- DIRECTIONS -
If a line in the records contains the word "links", count it; state the resulting number and nothing more.

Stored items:
┌──

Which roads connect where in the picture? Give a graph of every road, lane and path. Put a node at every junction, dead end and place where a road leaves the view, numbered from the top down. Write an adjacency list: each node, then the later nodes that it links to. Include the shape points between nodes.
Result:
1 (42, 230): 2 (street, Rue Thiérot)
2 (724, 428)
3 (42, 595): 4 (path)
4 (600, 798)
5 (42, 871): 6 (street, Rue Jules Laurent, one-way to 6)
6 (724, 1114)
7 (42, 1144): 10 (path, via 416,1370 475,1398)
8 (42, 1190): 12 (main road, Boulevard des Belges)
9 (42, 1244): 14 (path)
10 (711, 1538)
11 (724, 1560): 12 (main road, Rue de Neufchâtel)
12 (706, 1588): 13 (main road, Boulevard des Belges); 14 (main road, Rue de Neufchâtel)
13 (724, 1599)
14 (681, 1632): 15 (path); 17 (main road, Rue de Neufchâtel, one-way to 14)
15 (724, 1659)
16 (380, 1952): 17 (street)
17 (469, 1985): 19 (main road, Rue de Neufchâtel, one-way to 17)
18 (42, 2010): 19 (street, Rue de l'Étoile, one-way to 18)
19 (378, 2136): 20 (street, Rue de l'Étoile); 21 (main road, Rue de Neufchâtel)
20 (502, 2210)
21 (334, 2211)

└──
┌──

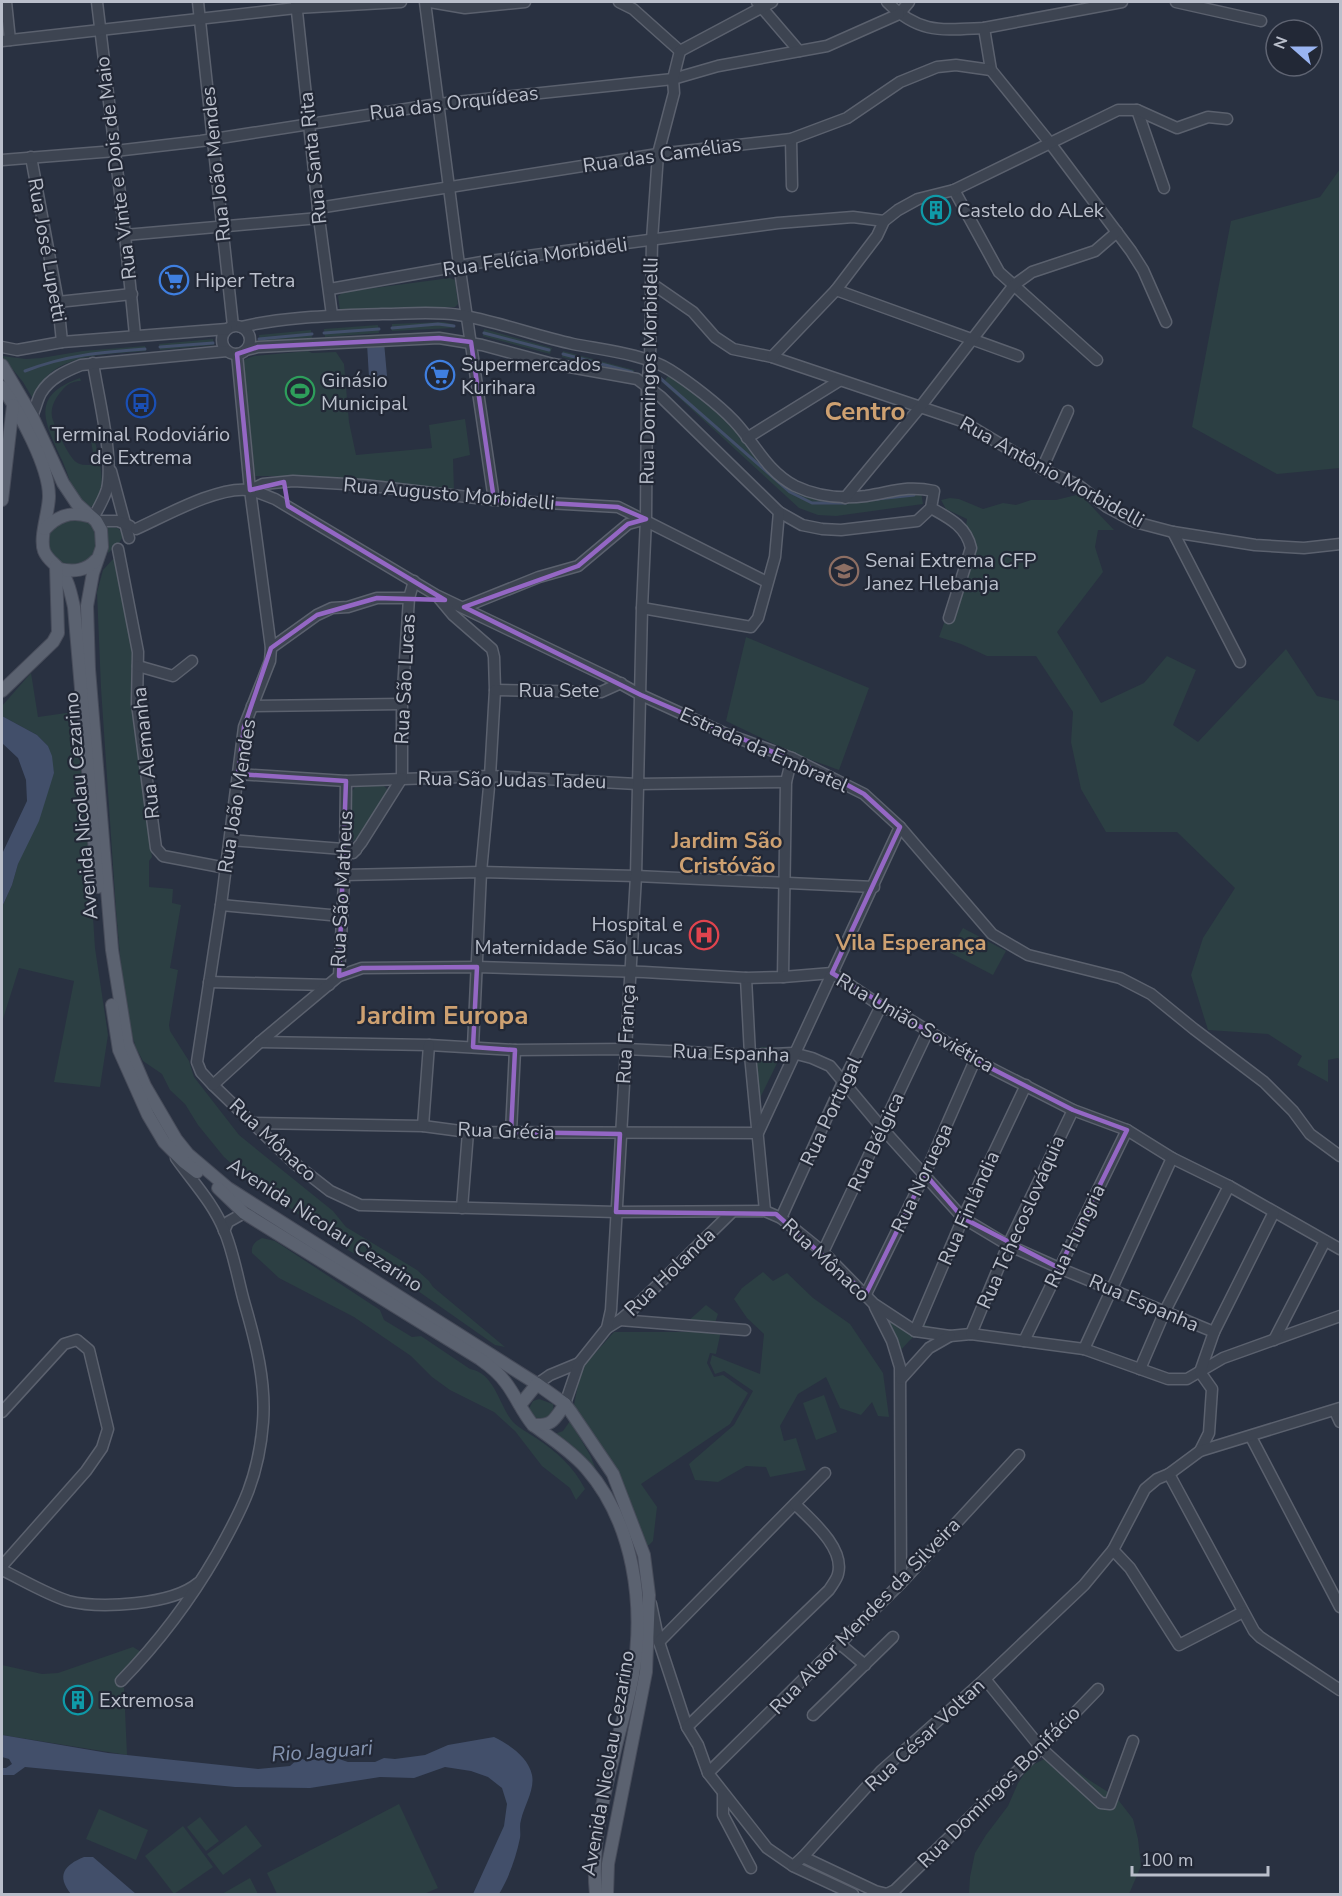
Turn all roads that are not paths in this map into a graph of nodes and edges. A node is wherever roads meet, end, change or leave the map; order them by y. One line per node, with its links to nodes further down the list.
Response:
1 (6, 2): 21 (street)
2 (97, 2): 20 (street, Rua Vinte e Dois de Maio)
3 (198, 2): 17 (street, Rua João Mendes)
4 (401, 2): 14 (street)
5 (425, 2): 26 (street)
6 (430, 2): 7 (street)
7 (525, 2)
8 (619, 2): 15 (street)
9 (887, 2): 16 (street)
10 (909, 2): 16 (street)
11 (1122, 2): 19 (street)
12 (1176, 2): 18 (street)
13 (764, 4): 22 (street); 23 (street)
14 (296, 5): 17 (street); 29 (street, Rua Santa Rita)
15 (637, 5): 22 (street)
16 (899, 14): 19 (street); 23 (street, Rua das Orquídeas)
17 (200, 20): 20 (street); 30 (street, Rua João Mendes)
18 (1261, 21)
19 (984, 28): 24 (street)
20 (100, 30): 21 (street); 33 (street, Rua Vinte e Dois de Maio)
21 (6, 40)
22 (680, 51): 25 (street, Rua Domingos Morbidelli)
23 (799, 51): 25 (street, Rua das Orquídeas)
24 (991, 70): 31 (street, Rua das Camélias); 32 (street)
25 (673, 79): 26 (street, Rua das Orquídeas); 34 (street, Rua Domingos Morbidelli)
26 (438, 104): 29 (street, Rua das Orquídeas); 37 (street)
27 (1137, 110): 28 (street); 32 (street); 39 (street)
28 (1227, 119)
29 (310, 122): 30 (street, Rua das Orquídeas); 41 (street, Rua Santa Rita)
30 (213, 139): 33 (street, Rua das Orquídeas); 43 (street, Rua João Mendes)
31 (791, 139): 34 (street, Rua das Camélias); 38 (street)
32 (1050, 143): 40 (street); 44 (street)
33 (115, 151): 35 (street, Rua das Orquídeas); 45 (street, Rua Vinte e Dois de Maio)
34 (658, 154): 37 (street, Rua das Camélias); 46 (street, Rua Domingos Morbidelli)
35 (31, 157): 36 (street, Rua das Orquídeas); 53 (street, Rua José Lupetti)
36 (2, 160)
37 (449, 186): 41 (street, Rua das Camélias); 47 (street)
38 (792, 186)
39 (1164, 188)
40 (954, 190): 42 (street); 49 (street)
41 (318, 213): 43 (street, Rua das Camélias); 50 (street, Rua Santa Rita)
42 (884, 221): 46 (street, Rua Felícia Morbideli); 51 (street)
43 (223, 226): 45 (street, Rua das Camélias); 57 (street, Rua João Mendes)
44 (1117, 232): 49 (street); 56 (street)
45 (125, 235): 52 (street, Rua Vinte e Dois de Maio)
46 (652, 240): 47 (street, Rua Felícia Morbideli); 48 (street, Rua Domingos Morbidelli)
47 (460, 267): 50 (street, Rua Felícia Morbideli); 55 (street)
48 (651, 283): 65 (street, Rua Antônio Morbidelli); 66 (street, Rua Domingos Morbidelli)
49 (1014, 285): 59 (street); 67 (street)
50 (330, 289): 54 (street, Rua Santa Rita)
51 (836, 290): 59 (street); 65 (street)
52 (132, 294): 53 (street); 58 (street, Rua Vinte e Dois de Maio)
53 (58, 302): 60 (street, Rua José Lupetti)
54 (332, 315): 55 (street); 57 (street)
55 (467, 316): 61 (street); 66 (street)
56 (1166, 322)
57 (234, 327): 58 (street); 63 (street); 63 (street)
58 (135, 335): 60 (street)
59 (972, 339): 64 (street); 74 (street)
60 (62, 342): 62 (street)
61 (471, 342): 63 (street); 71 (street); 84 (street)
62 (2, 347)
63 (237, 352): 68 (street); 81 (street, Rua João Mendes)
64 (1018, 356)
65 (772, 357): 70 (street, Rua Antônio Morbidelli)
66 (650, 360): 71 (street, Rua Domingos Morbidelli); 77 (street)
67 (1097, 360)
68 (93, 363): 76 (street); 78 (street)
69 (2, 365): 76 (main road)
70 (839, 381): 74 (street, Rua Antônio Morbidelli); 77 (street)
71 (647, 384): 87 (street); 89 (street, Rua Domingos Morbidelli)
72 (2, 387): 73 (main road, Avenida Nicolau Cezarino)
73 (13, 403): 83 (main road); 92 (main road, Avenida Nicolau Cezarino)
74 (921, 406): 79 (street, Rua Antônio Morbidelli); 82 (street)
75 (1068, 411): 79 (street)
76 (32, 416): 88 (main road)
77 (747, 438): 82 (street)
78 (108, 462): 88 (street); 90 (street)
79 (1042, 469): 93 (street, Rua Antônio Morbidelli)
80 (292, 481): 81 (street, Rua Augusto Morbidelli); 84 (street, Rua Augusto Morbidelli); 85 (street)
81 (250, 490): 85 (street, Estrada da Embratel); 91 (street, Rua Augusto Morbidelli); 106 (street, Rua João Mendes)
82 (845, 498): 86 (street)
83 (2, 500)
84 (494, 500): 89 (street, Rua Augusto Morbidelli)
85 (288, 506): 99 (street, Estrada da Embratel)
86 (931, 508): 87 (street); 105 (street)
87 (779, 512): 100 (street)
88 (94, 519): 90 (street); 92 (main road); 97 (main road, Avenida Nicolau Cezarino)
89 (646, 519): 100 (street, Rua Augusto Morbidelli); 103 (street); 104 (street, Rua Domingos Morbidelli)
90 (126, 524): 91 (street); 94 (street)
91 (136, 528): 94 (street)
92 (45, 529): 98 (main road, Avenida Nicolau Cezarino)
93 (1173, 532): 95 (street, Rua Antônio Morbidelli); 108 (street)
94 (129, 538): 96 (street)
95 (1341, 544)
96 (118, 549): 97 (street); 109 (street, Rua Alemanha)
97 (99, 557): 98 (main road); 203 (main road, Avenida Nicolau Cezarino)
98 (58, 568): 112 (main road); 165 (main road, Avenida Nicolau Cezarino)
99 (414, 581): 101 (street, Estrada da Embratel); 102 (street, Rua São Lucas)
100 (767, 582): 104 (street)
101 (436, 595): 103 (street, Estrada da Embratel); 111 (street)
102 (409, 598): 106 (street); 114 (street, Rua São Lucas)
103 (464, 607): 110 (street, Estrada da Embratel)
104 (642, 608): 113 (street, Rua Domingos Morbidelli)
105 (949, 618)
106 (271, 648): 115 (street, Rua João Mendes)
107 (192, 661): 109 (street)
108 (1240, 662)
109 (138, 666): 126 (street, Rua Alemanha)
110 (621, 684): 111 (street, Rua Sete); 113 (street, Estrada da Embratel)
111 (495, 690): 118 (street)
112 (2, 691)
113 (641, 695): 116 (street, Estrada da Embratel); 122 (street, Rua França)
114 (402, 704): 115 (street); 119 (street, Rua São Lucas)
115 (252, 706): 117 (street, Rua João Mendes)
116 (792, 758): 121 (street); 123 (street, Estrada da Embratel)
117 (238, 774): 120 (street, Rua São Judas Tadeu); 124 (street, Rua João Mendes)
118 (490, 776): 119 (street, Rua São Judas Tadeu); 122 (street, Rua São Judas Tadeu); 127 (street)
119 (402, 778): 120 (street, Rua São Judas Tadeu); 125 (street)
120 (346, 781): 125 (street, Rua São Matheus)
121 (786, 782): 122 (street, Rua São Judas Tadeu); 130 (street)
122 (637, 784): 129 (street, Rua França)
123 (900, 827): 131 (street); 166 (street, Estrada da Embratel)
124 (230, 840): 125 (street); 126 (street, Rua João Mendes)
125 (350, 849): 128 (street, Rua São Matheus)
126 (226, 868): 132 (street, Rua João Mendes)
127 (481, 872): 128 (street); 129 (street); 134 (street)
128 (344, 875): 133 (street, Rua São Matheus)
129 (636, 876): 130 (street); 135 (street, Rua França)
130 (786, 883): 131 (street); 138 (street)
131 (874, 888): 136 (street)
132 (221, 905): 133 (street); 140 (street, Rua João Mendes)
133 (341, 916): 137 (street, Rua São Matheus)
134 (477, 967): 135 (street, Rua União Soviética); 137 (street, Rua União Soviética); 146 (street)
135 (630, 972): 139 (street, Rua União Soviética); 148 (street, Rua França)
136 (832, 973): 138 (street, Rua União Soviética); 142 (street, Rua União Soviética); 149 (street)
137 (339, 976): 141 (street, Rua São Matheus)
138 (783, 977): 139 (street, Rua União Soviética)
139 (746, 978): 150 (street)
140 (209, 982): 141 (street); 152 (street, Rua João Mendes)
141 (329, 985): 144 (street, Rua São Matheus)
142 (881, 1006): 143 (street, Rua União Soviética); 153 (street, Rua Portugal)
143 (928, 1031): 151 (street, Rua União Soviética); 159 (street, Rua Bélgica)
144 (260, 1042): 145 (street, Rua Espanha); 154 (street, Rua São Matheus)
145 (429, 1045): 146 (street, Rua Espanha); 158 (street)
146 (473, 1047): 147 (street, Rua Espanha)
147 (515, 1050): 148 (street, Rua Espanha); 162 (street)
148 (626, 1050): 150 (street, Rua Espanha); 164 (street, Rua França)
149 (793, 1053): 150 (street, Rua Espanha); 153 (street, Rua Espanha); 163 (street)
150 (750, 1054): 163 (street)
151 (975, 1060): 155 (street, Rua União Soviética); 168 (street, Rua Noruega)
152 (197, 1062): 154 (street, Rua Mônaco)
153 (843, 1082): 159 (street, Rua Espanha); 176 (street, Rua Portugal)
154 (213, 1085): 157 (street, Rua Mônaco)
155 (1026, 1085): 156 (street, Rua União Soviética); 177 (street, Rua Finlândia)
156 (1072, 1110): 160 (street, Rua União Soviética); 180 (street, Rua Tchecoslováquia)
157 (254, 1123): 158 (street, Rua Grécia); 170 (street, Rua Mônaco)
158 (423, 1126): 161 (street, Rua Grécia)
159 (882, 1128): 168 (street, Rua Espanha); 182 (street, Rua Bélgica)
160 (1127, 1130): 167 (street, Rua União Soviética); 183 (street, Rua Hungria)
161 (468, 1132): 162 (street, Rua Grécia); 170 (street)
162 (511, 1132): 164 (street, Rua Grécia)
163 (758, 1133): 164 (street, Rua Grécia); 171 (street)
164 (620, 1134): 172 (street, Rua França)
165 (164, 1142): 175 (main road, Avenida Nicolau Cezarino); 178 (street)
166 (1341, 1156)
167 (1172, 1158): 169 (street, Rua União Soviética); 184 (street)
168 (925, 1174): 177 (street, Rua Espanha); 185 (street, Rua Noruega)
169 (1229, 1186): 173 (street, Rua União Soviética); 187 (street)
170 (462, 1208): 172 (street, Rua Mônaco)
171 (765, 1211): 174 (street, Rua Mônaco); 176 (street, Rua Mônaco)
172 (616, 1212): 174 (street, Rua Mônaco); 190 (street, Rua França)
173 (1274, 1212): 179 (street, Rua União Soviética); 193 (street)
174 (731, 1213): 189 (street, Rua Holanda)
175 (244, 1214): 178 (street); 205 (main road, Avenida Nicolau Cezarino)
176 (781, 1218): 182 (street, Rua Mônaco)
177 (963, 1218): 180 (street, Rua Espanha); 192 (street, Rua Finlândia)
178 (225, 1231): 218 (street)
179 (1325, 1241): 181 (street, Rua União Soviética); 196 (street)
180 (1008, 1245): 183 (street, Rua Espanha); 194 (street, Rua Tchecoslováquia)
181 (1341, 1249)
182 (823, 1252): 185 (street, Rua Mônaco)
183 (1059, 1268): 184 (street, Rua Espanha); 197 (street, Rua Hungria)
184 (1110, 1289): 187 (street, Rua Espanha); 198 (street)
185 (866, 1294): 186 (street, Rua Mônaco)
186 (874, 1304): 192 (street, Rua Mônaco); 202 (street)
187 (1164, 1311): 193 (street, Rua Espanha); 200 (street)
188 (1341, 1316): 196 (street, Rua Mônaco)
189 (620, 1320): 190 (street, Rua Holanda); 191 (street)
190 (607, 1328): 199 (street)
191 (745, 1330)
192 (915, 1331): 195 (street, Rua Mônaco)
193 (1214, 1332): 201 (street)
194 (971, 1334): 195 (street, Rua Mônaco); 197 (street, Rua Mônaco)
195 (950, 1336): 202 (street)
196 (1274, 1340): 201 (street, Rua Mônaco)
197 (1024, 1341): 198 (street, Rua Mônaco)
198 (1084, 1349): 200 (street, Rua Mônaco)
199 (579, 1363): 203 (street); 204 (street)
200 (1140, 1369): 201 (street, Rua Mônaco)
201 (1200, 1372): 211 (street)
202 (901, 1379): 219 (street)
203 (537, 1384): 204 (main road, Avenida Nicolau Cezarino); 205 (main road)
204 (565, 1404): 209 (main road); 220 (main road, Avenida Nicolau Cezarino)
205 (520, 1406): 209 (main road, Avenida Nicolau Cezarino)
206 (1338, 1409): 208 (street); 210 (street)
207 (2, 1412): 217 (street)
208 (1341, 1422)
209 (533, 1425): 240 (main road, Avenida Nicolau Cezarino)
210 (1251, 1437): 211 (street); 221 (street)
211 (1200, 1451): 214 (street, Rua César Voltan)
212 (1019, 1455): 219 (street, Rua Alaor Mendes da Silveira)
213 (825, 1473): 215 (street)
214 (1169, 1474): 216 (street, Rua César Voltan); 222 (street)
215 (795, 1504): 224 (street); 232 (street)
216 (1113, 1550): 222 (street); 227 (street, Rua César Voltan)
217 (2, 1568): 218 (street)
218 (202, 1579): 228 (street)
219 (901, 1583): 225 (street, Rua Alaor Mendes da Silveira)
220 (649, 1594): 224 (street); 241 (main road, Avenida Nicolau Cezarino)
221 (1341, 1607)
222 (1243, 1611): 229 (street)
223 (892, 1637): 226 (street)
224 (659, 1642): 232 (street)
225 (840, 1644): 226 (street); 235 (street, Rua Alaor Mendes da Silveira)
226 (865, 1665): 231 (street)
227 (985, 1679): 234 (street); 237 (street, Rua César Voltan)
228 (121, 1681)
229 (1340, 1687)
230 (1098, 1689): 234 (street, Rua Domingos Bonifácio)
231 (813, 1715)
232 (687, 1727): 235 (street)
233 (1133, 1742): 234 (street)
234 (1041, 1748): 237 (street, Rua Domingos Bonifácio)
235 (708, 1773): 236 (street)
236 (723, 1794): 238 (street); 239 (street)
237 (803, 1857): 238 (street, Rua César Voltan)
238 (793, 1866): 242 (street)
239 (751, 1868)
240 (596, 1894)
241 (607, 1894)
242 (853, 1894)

└──

- SOLVED EXERCISE -
2